Introduction to Anvil
Worka Anvil is an open-source distributed storage and compute system designed for simplicity, scalability, and future extensibility. The goal is to provide a system that can start small—a single-node instance that fits into a Docker Compose file—and scale seamlessly to thousands of peers and millions of clients.

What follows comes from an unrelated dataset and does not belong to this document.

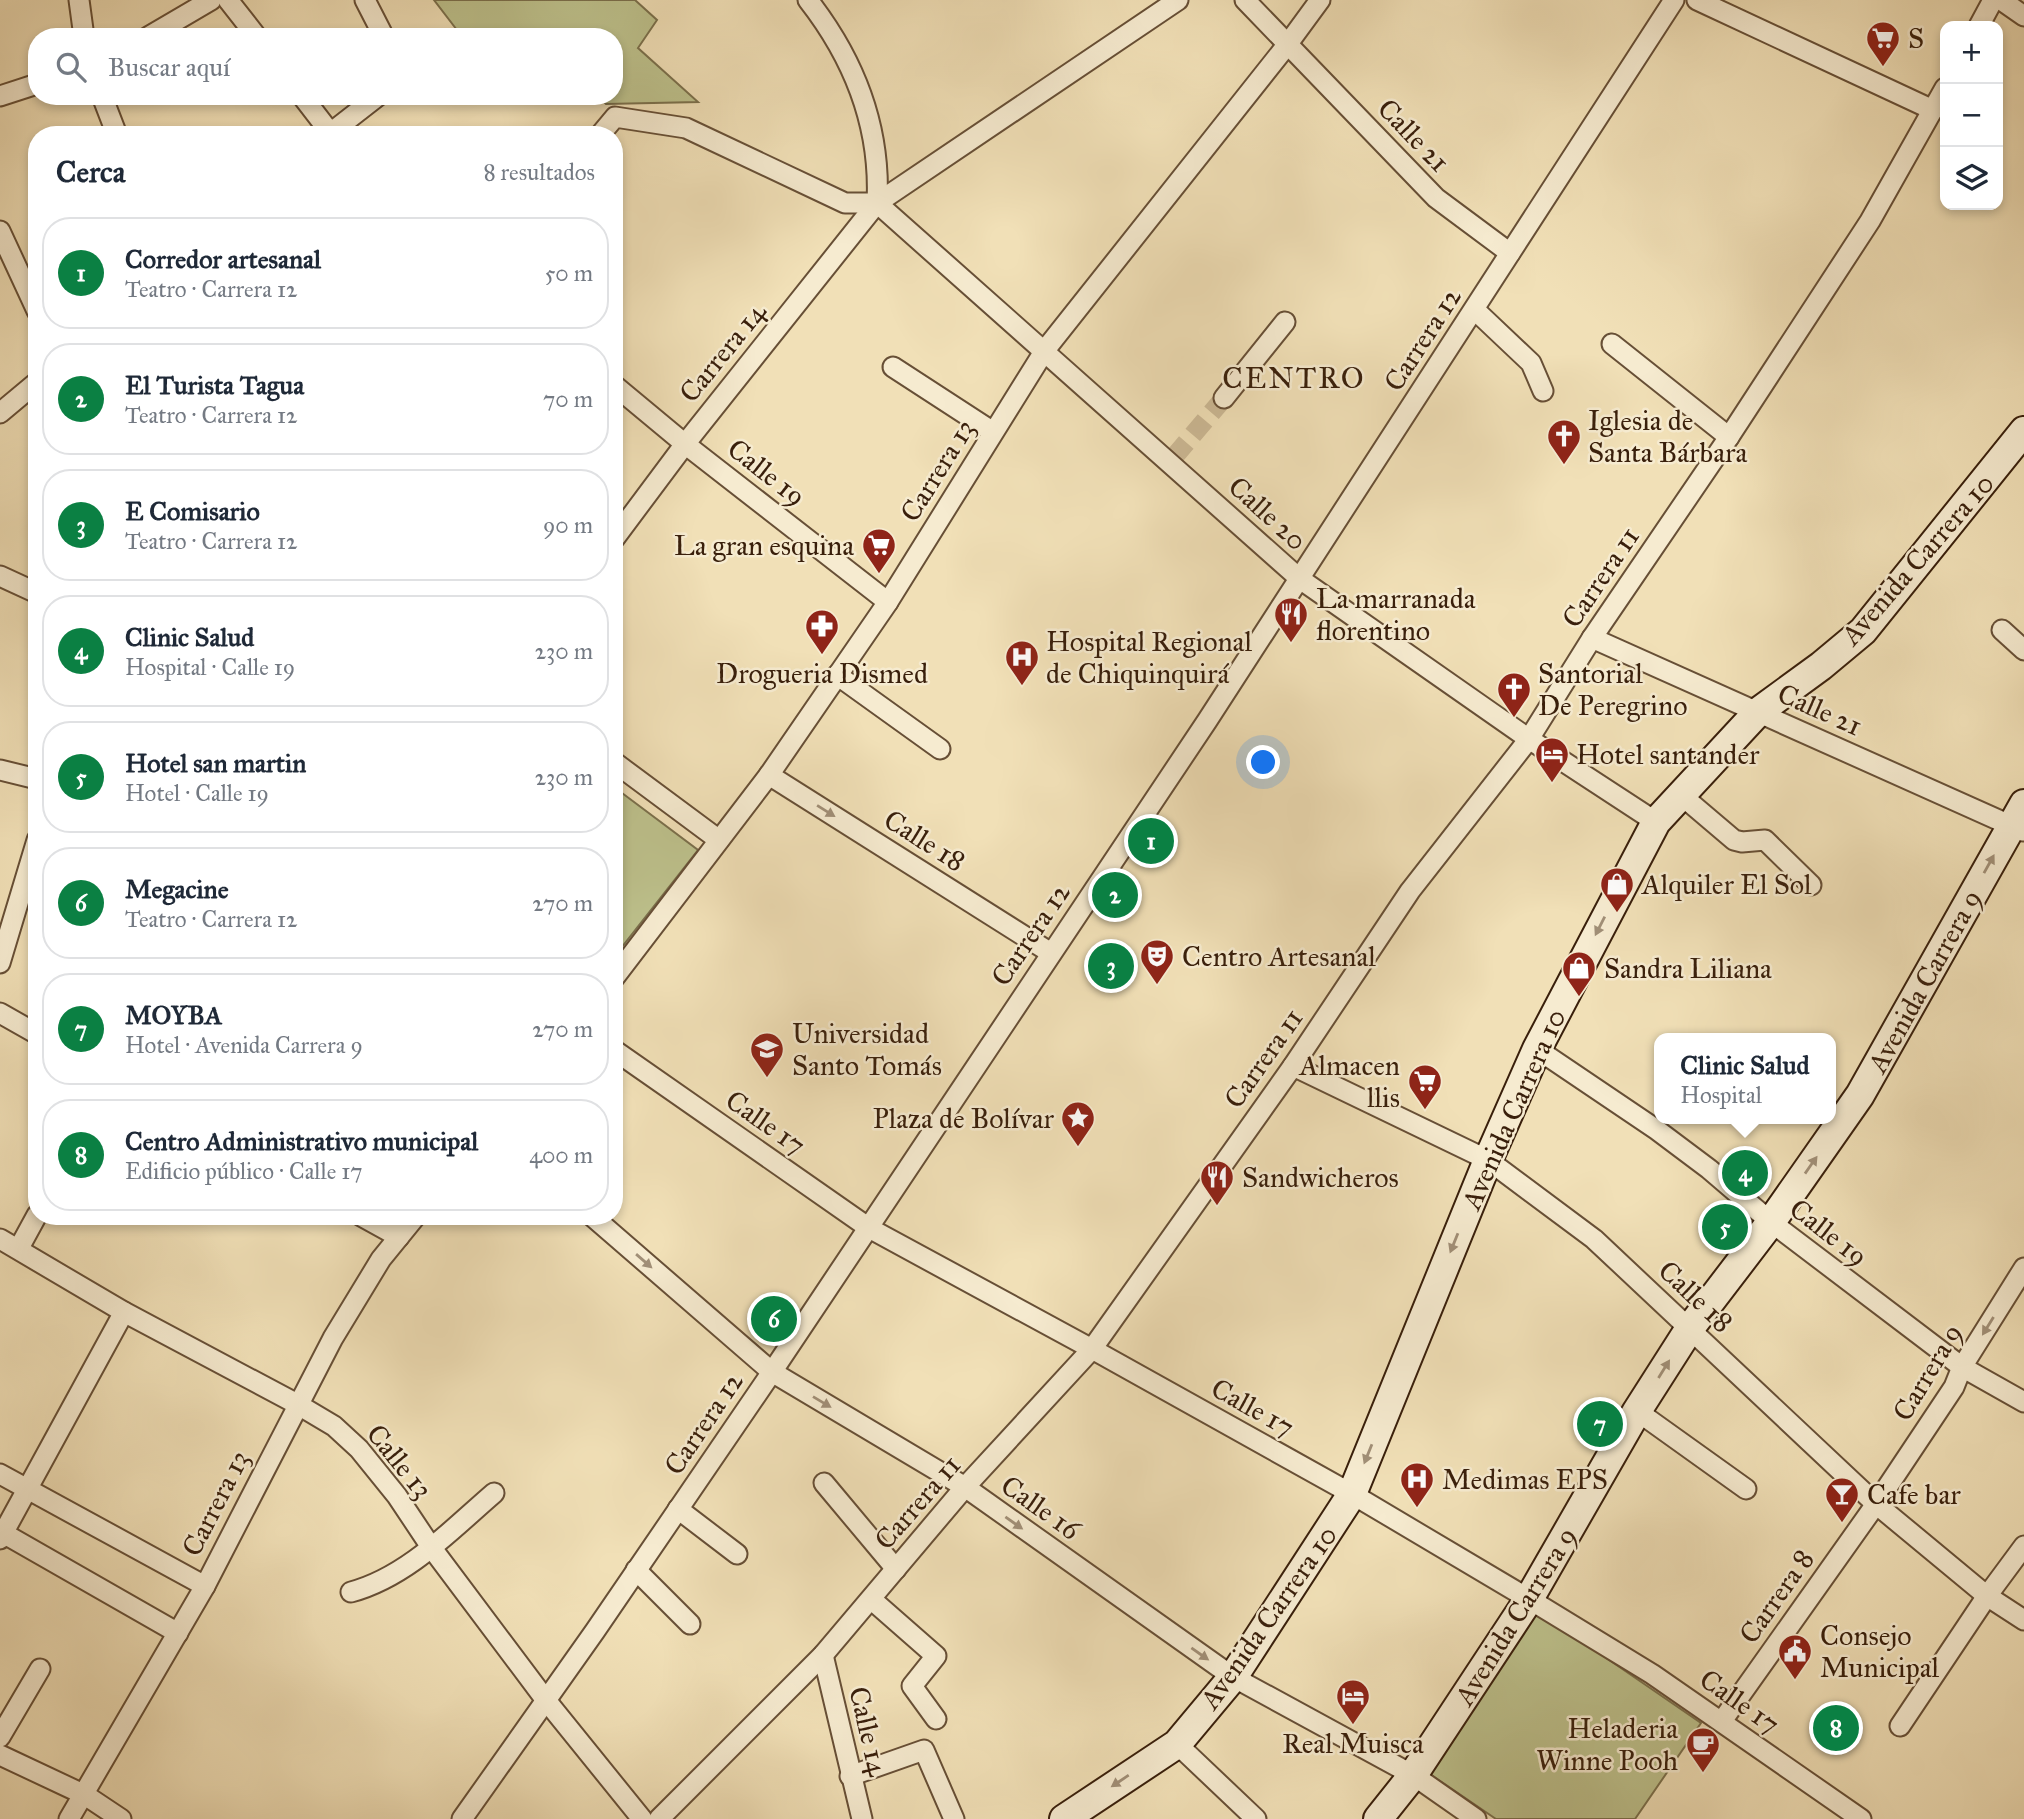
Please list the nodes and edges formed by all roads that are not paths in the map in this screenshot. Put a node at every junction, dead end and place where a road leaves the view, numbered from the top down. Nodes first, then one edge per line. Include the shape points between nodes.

What makes Anvil unique is that it isn't just about storage. It is also designed for a world where peers can register compute capabilities. Whether that's machine learning inference, data processing, or other compute-heavy tasks, Anvil treats compute as a first-class citizen alongside storage.
Guiding Principles
Anvil's design is guided by a few core principles:
-
Operational Simplicity: The system has as few moving parts as possible. Beyond the Anvil binary itself, PostgreSQL is the only external dependency.
-
Scalability from One to Many: Anvil is designed to run just as well on a developer's laptop as it does in a multi-node, multi-region cluster. The architecture for a single node is the same as for a thousand nodes.
-
Durability and Security: Data durability is achieved via Reed-Solomon erasure coding. As part of this process, data is also encrypted at rest, providing an essential layer of security.
-
Performance-First: We prioritize performance by using modern, efficient technologies like Rust, Tokio, QUIC, and a two-phase commit process for safe, atomic writes.
Core Technologies
-
Rust (2024 Edition): Provides memory safety, fearless concurrency, and zero-cost abstractions for high-performance, low-level networking and storage code.
-
QUIC (via
libp2p): All peer-to-peer communication, for both cluster gossip and data transfer, happens over QUIC, a modern, secure, and high-performance transport protocol that runs over UDP. -
PostgreSQL (v17+): Postgres is used as the metadata and indexing layer, split into two distinct roles:
- A Global database stores low-volume, high-importance data like tenants, buckets, and security policies.
- Regional databases store the high-volume object metadata for each region, enabling massive horizontal scaling.
-
Tonic and Axum: The API layer is built using
tonicfor the gRPC API andaxumfor the S3-compatible HTTP gateway, served from a single port for simplicity.